Desk Editor's Note private letter to a colleague

The paper gives a new algorithm Safe-AltGDmin for multi-task conservative linear bandits that recovers a shared low-rank matrix under constraints and claims regret bounds, but the effect of the projections on recovery is the part that needs the most scrutiny.

read the letter

The core of this work is a framework that takes several linear bandit tasks sharing a low-rank representation and adds safety constraints on allowable actions. They propose Safe-AltGDmin, which alternates projected gradient steps with a minimization step to recover the feature matrix while staying inside the conservative set, then use the recovered representation to run the bandits with regret and sample-complexity guarantees. Experiments compare it to some baselines. That combination of multi-task representation learning and conservative bandits is the actual new piece; prior work has each part separately but not tied together this way with the specific algorithm and bounds. The setup is clearly stated and the motivation for safe multi-task decisions is reasonable. The experiments are at least present, which helps ground the claims. The soft spot is exactly the one the stress-test flags. Standard alternating-minimization arguments for low-rank recovery rely on iterates that stay in a regime where contraction or RIP-type conditions hold. Projecting onto a non-trivial safe set at each step can push the iterates off that path, and the abstract gives no sign that the analysis accounts for the resulting bias or shows the error still vanishes at the claimed rate. If the constraints are active often, the recovery could stall or the regret bounds could loosen in ways not covered. Without seeing the full proof, it is hard to tell how much this matters, but it is the load-bearing step. This paper is aimed at people working on theoretical bandit algorithms or safe sequential decision making. A reader who already knows linear bandits and multi-task representation learning will see the extension clearly and can judge whether the projection issue is fatal or fixable. It is coherent enough on its own terms to deserve a serious referee who can check the derivations and the constraint handling in detail. I would send it to review rather than desk-reject.

Referee Report

2 major / 2 minor

Summary. The paper introduces the Constrained Multi-Task Representation Learning (CMTRL) framework for T linear bandit tasks in d dimensions that share a common low-rank representation of dimension r ≪ min(d,T). Tasks are subject to conservative (safety) constraints on allowable actions. The authors propose the Safe-AltGDmin algorithm, which alternates projected gradient steps with minimization to recover the shared d×r feature matrix while enforcing the constraints via projection. They embed this recovery procedure into a multi-task bandit algorithm and claim theoretical guarantees on regret and sample-complexity bounds, together with empirical comparisons against baselines.

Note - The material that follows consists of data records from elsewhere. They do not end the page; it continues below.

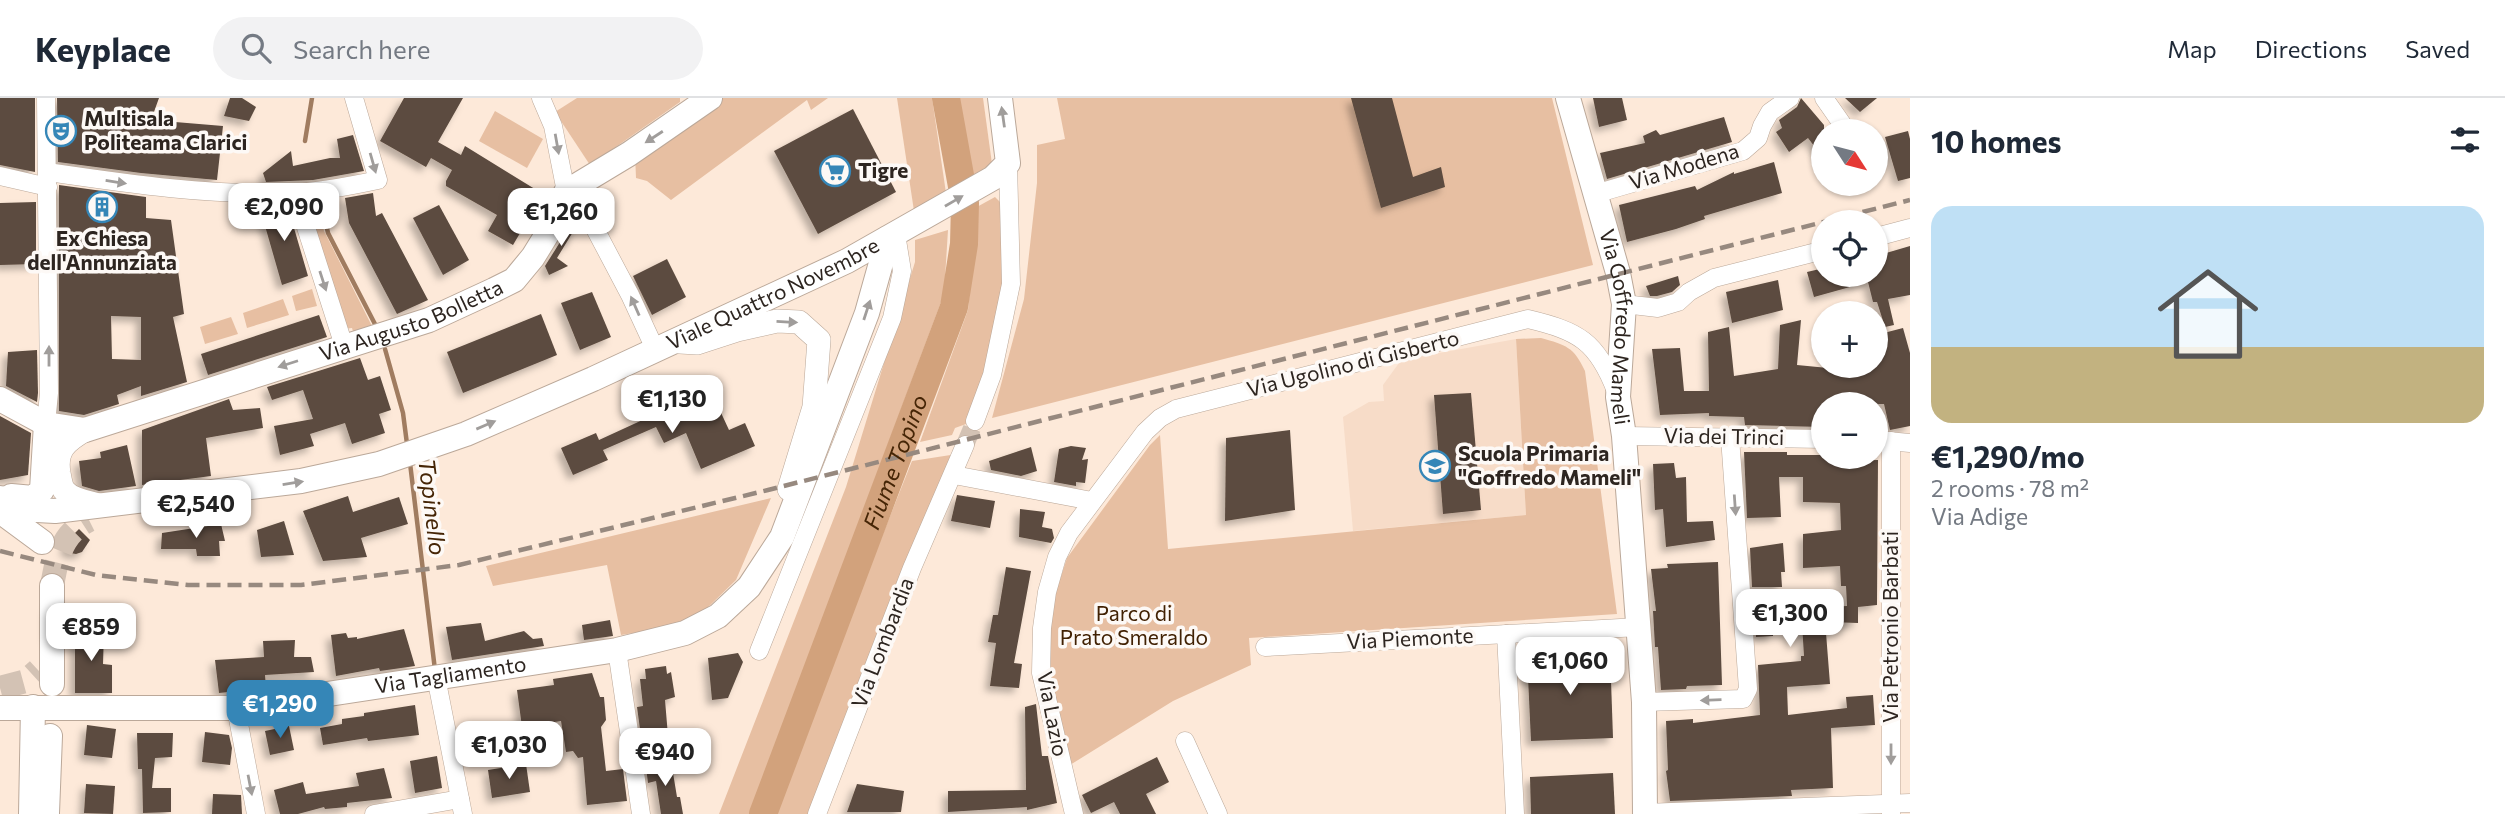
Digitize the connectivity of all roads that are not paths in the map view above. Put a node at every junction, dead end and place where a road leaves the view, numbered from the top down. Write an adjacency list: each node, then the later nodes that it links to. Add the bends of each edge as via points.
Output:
1 (46, 98): 12 (street)
2 (354, 98): 14 (street, one-way to 14, via 378,180)
3 (541, 98): 13 (street, one-way to 13, via 554,125)
4 (710, 98): 13 (main road, one-way to 13)
5 (1000, 98): 10 (main road, one-way to 5)
6 (1568, 98): 15 (main road, Via Goffredo Mameli)
7 (1790, 98): 15 (street, Via Modena, via 1770,112 1758,138 1743,151)
8 (1824, 98): 9 (street)
9 (1839, 119)
10 (1001, 171): 17 (main road, Viale Quattro Novembre, one-way to 10); 25 (street, via 1011,284 992,374)
11 (0, 176): 12 (street)
12 (48, 179): 14 (street, one-way to 14); 26 (street, one-way to 12)
13 (566, 192): 21 (main road, Via Augusto Bolletta, via 549,231 514,280 429,320); 22 (street, one-way to 13, via 583,206)
14 (295, 193): 21 (street, one-way to 21)
15 (1595, 194): 20 (main road, Via Goffredo Mameli)
16 (1910, 228): 18 (street)
17 (899, 232): 22 (main road, Viale Quattro Novembre); 41 (main road, Via Tagliamento, one-way to 17, via 782,537); 47 (street, via 902,271 892,318)
18 (1888, 234)
19 (1811, 253): 20 (street, via 1714,278 1678,302 1658,308)
20 (1624, 304): 23 (main road, Via Goffredo Mameli)
21 (344, 346): 27 (main road, Via Augusto Bolletta, one-way to 27)
22 (664, 346): 39 (main road, Viale Quattro Novembre, one-way to 22, via 209,506 240,490 396,458 466,434); 41 (street, Via Tagliamento, one-way to 41, via 777,321 799,322 819,340 811,421)
23 (1618, 397): 28 (main road, Via Goffredo Mameli); 37 (street, Via Ugolino di Gisberto, via 1591,346 1574,333 1528,319 1176,410 1145,432)
24 (0, 399): 26 (main road, Via Augusto Bolletta)
25 (975, 421)
26 (46, 424): 27 (main road, Via Augusto Bolletta); 36 (main road, via 43,490 33,498)
27 (85, 430): 39 (street, Via Augusto Bolletta, via 59,452 60,479 64,491)
28 (1623, 436): 29 (street, Via dei Trinci); 43 (main road, Via Goffredo Mameli)
29 (1730, 437): 30 (street, Via dei Trinci); 50 (street, one-way to 50, via 1748,690 1743,699)
30 (1811, 439)
31 (1888, 440): 32 (street)
32 (1910, 443)
33 (965, 445): 35 (street)
34 (1885, 469): 58 (street, Via Petronio Barbati, one-way to 58)
35 (954, 475): 37 (street); 65 (street, Via Lombardia, via 912,568)
36 (0, 496): 39 (main road, via 37,510)
37 (1091, 501): 66 (street, Via Lazio, via 1057,556 1042,628 1041,673)
38 (0, 512): 40 (main road)
39 (94, 513)
40 (42, 542)
41 (770, 556): 46 (main road, Via Tagliamento, via 749,587 718,616 685,634)
42 (52, 586): 48 (main road, via 52,642)
43 (1639, 627): 44 (street, Via Piemonte); 50 (main road, Via Goffredo Mameli)
44 (1506, 634): 45 (street, Via Piemonte); 68 (street)
45 (1265, 647)
46 (617, 650): 49 (main road, Via Tagliamento); 64 (street)
47 (759, 651)
48 (45, 677)
49 (436, 677): 53 (main road, Via Tagliamento); 57 (street)
50 (1644, 702): 59 (main road, Via Goffredo Mameli)
51 (33, 707): 52 (main road, Via Tagliamento); 53 (main road, Via Tagliamento); 60 (main road)
52 (0, 708)
53 (236, 708): 62 (street, one-way to 62)
54 (50, 736): 61 (main road)
55 (1185, 741): 67 (street)
56 (1910, 803): 58 (street)
57 (461, 807): 63 (street)
58 (1891, 808): 59 (street)
59 (1644, 813)
60 (31, 814)
61 (47, 814)
62 (256, 814)
63 (374, 814)
64 (641, 814)
65 (817, 814)
66 (1074, 814)
67 (1218, 814)
68 (1515, 814)

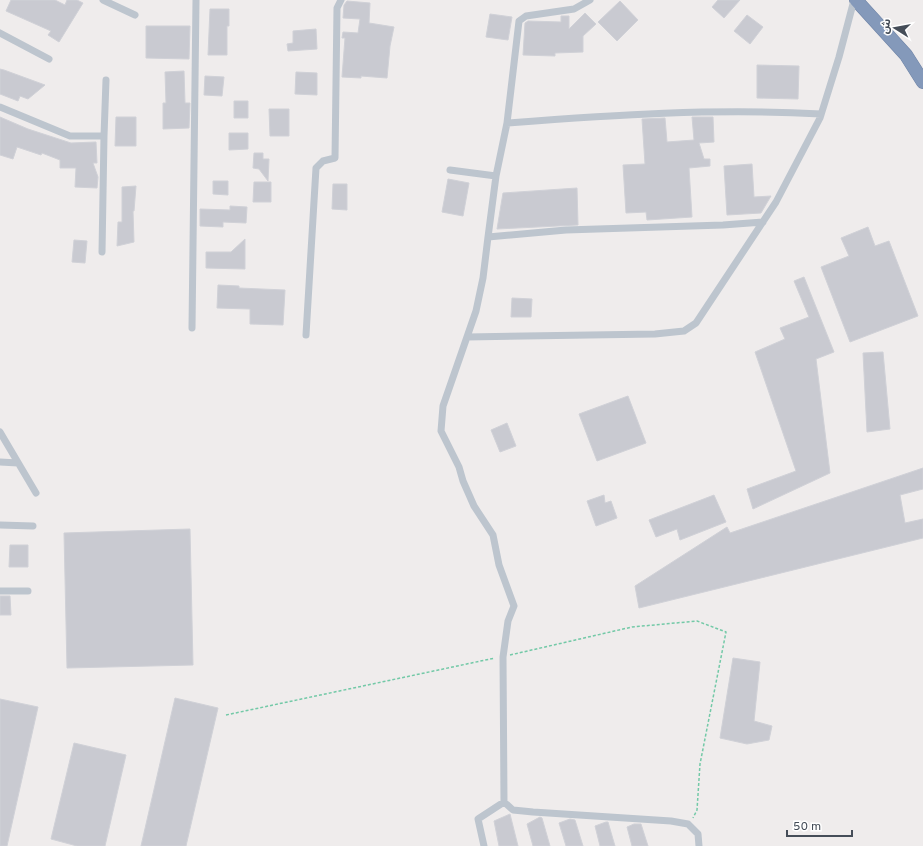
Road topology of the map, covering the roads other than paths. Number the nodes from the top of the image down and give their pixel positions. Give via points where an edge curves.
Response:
1 (103, 0) edge
2 (196, 0) edge
3 (341, 0) edge
4 (590, 0) edge
5 (855, 0) edge
6 (136, 15) dead end
7 (0, 33) edge
8 (49, 59) dead end
9 (106, 80) dead end
10 (923, 82) edge
11 (0, 107) edge
12 (821, 114) junction
13 (507, 123) junction
14 (104, 136) junction
15 (450, 170) dead end
16 (496, 176) junction
17 (763, 222) junction
18 (488, 237) junction
19 (102, 252) dead end
20 (192, 328) dead end
21 (306, 335) dead end
22 (468, 337) junction
23 (0, 432) edge
24 (0, 462) edge
25 (18, 463) junction
26 (36, 493) dead end
27 (0, 525) edge
28 (33, 526) dead end
29 (0, 591) edge
30 (28, 591) dead end
31 (504, 802) junction
32 (484, 846) edge
33 (699, 846) edge

1 - 6 street
2 - 20 street
3 - 21 street via 337,8 336,158 323,161 316,168
4 - 13 street via 574,9 526,16 519,21
5 - 10 highway via 906,55
5 - 12 street
7 - 8 street
9 - 14 street
11 - 14 street via 70,136
12 - 13 street via 766,111 686,112
12 - 17 street
13 - 16 street
14 - 19 street
15 - 16 street
16 - 18 street
17 - 18 street via 566,230
17 - 22 street via 696,323 684,332
18 - 22 street via 478,304
22 - 31 street via 443,406 441,431 474,506 493,535 499,565 514,606 508,621 503,657
23 - 25 street
24 - 25 street
25 - 26 street
27 - 28 street
29 - 30 street
31 - 32 street via 478,819
31 - 33 street via 513,810 520,811 688,824 698,834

Significance. If the regret and sample-complexity bounds are rigorously established, the work would meaningfully extend multi-task representation learning to the constrained linear-bandit setting, offering a concrete algorithmic template (Safe-AltGDmin) and quantitative improvement in sample efficiency under safety constraints. The combination of low-rank recovery with explicit projection-based constraint handling is a natural but non-trivial step beyond unconstrained AltMin analyses.

major comments (2)

[§3.2] §3.2, Algorithm 1 and the subsequent convergence analysis: the projection step onto the conservative feasible set is introduced without a supporting lemma showing that it preserves the RIP/incoherence conditions or contraction mapping used in standard AltMin low-rank recovery. Because the central regret bound depends on the recovered matrix error vanishing at the claimed rate, an arbitrary projection can introduce bias that is not controlled by the stated sample complexity.
[Theorem 4.1] Theorem 4.1 (regret bound): the proof sketch assumes that the estimation error of the shared feature matrix is O(1/√n) after Safe-AltGDmin, yet the derivation does not quantify the additional error term arising when the projection operator is non-trivial. This gap directly affects whether the multi-task regret scales as claimed.

minor comments (2)

[§2] Notation for the constraint set and the projection operator is introduced in §2 but never given an explicit mathematical definition (e.g., no equation number for the feasible set).
[§5] The experimental section reports average regret curves but omits standard-error bands and the precise number of independent runs, making it difficult to assess statistical significance of the reported gains.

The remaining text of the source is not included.